My tower of Babel collapsed approximately 100 days ago in my arms; it crossed a flatline bridge and became undone. I still struggle to pick up the pieces – between my duty to finish my Babel-inspired dissertation, baseless accusations, and unwelcome condolences. Each piece transforms into something incomprehensible, so alien, strange, and enraging. Each piece shrieks every night and squeals in the morning. Each piece travels into the land unknown to me and fails to create its own syntax. Language and words abandoned me the day my father died in my arms. Meanings have found no refuge in me the second I signed his death certification.
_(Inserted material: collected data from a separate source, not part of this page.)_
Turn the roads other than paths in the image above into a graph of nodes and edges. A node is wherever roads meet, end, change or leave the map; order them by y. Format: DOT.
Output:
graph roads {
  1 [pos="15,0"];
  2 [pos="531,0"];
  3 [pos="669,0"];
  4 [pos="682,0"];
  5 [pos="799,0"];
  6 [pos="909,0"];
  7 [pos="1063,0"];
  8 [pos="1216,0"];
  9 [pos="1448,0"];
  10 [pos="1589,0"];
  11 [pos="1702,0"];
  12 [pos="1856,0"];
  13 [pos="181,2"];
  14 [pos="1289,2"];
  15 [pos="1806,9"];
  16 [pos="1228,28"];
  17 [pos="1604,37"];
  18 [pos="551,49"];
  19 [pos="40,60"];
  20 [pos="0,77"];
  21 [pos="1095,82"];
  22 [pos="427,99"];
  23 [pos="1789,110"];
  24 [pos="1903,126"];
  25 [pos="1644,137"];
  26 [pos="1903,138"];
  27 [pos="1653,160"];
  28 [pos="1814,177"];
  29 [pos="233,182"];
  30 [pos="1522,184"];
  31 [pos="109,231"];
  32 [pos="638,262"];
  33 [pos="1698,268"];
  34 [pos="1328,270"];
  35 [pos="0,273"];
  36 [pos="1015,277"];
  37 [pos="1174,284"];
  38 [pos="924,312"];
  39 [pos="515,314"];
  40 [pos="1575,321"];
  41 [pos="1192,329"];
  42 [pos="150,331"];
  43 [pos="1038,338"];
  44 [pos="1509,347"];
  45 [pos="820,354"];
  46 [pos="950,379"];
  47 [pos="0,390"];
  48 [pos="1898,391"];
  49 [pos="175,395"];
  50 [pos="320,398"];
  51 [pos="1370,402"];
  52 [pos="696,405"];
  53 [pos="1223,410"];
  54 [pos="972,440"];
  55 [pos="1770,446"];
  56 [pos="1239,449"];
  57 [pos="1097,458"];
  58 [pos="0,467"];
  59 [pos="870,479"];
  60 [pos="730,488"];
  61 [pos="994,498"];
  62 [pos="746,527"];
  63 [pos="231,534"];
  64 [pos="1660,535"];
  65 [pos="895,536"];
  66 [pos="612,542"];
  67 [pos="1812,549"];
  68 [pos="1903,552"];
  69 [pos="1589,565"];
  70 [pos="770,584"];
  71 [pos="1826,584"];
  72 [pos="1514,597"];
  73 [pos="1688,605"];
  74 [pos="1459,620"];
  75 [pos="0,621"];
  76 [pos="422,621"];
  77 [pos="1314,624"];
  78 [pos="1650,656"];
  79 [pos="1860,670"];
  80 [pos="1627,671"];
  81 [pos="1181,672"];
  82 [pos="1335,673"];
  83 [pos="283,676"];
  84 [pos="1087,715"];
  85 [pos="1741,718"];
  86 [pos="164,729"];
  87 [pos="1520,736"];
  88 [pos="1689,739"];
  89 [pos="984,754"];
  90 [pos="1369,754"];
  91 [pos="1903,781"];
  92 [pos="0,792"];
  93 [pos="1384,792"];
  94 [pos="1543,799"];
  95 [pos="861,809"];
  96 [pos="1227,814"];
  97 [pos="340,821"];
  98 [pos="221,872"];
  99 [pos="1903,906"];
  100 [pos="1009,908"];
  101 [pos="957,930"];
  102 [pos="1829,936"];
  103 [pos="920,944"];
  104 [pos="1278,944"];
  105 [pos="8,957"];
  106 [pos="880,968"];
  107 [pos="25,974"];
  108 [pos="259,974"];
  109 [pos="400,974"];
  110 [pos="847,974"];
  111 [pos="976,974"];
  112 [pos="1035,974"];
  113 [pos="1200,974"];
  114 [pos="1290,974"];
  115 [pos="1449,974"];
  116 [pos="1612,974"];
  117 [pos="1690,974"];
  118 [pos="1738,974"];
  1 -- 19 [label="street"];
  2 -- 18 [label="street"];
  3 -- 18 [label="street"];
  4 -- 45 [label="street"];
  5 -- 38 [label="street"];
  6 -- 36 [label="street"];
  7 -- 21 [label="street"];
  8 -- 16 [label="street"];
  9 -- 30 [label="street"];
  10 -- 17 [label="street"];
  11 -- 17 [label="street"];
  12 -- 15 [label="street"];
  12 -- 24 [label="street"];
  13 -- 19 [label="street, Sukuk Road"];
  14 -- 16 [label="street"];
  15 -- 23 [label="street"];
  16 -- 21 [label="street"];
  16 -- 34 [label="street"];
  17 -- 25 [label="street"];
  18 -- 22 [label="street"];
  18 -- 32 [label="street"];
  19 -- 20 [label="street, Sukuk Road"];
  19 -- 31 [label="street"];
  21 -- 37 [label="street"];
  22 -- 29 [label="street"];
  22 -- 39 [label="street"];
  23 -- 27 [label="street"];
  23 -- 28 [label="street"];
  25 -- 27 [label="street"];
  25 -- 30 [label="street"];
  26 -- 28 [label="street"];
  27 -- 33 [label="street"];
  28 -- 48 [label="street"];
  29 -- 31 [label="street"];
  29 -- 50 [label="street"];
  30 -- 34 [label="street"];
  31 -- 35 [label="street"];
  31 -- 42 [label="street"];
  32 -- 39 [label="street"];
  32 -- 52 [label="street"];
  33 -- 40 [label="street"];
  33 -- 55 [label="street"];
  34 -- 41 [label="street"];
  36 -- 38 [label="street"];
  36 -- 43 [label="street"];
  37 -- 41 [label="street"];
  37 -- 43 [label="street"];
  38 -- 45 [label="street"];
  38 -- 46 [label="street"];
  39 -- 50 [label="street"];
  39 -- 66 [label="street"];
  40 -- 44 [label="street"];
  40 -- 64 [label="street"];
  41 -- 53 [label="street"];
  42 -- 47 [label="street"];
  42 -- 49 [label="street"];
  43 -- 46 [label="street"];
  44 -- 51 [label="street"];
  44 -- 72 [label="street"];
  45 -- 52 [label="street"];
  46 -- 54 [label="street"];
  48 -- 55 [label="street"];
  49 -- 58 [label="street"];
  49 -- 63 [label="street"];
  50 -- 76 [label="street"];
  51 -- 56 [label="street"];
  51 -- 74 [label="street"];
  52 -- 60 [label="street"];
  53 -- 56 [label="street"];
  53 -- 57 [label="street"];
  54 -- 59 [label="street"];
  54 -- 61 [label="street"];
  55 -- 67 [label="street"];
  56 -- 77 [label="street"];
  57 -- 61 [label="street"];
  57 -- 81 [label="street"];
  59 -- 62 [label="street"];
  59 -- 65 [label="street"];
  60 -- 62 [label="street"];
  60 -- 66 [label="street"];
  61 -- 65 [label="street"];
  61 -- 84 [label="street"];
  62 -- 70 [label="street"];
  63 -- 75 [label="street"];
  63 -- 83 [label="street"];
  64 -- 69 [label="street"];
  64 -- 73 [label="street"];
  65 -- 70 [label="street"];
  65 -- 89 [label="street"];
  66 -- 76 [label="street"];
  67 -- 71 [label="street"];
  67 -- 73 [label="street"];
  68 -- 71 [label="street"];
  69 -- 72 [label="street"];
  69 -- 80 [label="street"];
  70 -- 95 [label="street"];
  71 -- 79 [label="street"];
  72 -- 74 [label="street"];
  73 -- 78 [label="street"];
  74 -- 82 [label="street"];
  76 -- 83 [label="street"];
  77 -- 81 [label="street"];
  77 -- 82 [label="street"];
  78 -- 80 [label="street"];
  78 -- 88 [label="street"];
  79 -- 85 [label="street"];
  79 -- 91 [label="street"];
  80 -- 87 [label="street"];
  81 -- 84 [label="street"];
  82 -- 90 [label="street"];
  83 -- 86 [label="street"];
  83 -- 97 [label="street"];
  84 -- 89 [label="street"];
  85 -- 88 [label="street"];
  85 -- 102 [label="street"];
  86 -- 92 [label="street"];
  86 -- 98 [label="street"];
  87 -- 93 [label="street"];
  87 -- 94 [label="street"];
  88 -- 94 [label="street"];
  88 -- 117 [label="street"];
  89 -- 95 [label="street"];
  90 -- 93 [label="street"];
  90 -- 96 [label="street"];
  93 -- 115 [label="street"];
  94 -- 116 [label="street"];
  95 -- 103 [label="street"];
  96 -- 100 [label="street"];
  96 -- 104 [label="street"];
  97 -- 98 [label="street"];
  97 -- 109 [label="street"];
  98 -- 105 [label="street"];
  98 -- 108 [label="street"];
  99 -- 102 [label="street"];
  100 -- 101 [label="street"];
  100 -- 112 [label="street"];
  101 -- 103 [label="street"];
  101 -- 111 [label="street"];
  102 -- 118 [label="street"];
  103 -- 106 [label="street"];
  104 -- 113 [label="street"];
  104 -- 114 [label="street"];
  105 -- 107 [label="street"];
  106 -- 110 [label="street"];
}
In Islam, a child cannot wail for their parent’s death, so my tears have rolled in silence. I can only show my sadness in the form of love because what is grief if not love persevering? Or is it? What one often forgets, love is only one form of persevering. The rest is shaped into sleepless nights clinging onto my father’s keffiyeh. The rest is transformed into dangerously numbing 20-mile biking even if it is -16oC. And recently: anger. A realization that life continues with its bullshits even when you are still unmoved from his hospital bed. From his piles of clothes that you actually do not want to give to others. From his old car that you always hate. From the last video call, when he assured you that he was going to be okay. He was not. He is dead.
How to deal with loss over someone who spoke your language so eloquently? Our jokes, our vocabularies, our exchanged glances when Mom scolded us. I feel like I could do anything as long as I got my father; maybe that is why my tower of Babel collapsed. Or it was lung failure – the effect of smoking two packs a day since you were 14 finally caught you up. I was my father’s Tower of Babel; he refused to die until I, his last piece of brick, sat next to him and read his favorite Quran chapter (Taha) and verses (Moses’ prayer to overcome hardship against the Pharaoh). We translated each other when someone could not decipher our anger or rambling.
When Ocean Vuong lost his mother, he said that he became a child again, trying to figure out how to navigate the world because he just lost his North Star. I too scramble on those Babel pieces of him here and there. What would Dad do? I kept asking myself as I tried to fix my flat tire in the middle of Wilmette, as I tried to order a cup of chocolate, as I encountered people I knew on the street, in the library, anywhere. Every encounter is a strange encounter, as it wakes me up from a liminal space where I feel my father’s presence and death simultaneously.
I enjoy spaces where I do not know the people; some biking groups have been helpful – we bike, and I don’t need to know who you are. I get paranoid about seeing people because I feel that anytime they can see me collecting destroyed pieces of myself behind my back. A proof of my arrogance, in thinking that I can continue living sufficiently like this with my father’s love for me and my mother. And they will ask questions. And I will feel the obligation to answer. I cannot lie. Even if I could, what would it do when you have lost your ability for pragmatics?
My parents and my aunts visited me during my fieldwork in North Sumatra in 2019. My father drove 10 hours from our hometown. Because my field host was so kind and caring, he gifted him with many things, including his lamb skin hat that he bought in Turkey. My father didn’t speak Toba, so my aunt translated to him. “Thank you for taking care of my daughter. She’s a piece of work,” my father laughed. My host also laughed.
When my parents finally went home to my maternal ancestral home 8-hour drive from my fieldwork, my host sat me down. “You promise me to respect and love your father, inang?” I said yes, I have always done it anyway. “No, you have to understand. Nobody else in this world is like him. A father could love his daughter so much. Your father’s love for you is beyond anything in this world. He loves you so much. He will do anything for you.” My host is the indigenous leader, a church elder and leader too, so I believed him and nodded, but I should have taken that more seriously. I just did not know how. Because later, everyone at the funeral reminded me of that. “Your father didn’t tell us, but we know he’s so proud of you.”; “He loves you so much, Putri.” No one can call me that name ever again. The final blow was from my mother when we finally could cry together, just the two of us. “For your father, nobody else in this world but you.”
I know. I know. I always know. And what’s left in these bricks and pieces is the memory of days long gone by, back when I was loved so much. Back when I had someone who constantly reminded me that I could be a child curiously asking questions every five seconds. That I deserve nothing less than devotion even in my difficulty. That I could be flawed, and I was loved, not despite that flaw. But because of.
[…]
Another country burning on TV
What we’ll always have is something we lost
In the snow, the dry outline of my mother
Promise me you won’t vanish again, I said
She lay there awhile, thinking it over
One by one the houses turned off their lights
I lay down over her outline, to keep her true
Together we made an angel
It looked like something being destroyed in a blizzard
I haven’t killed a thing since
“Snow Theory” from Ocean Vuong’s Time is a Mother (2022).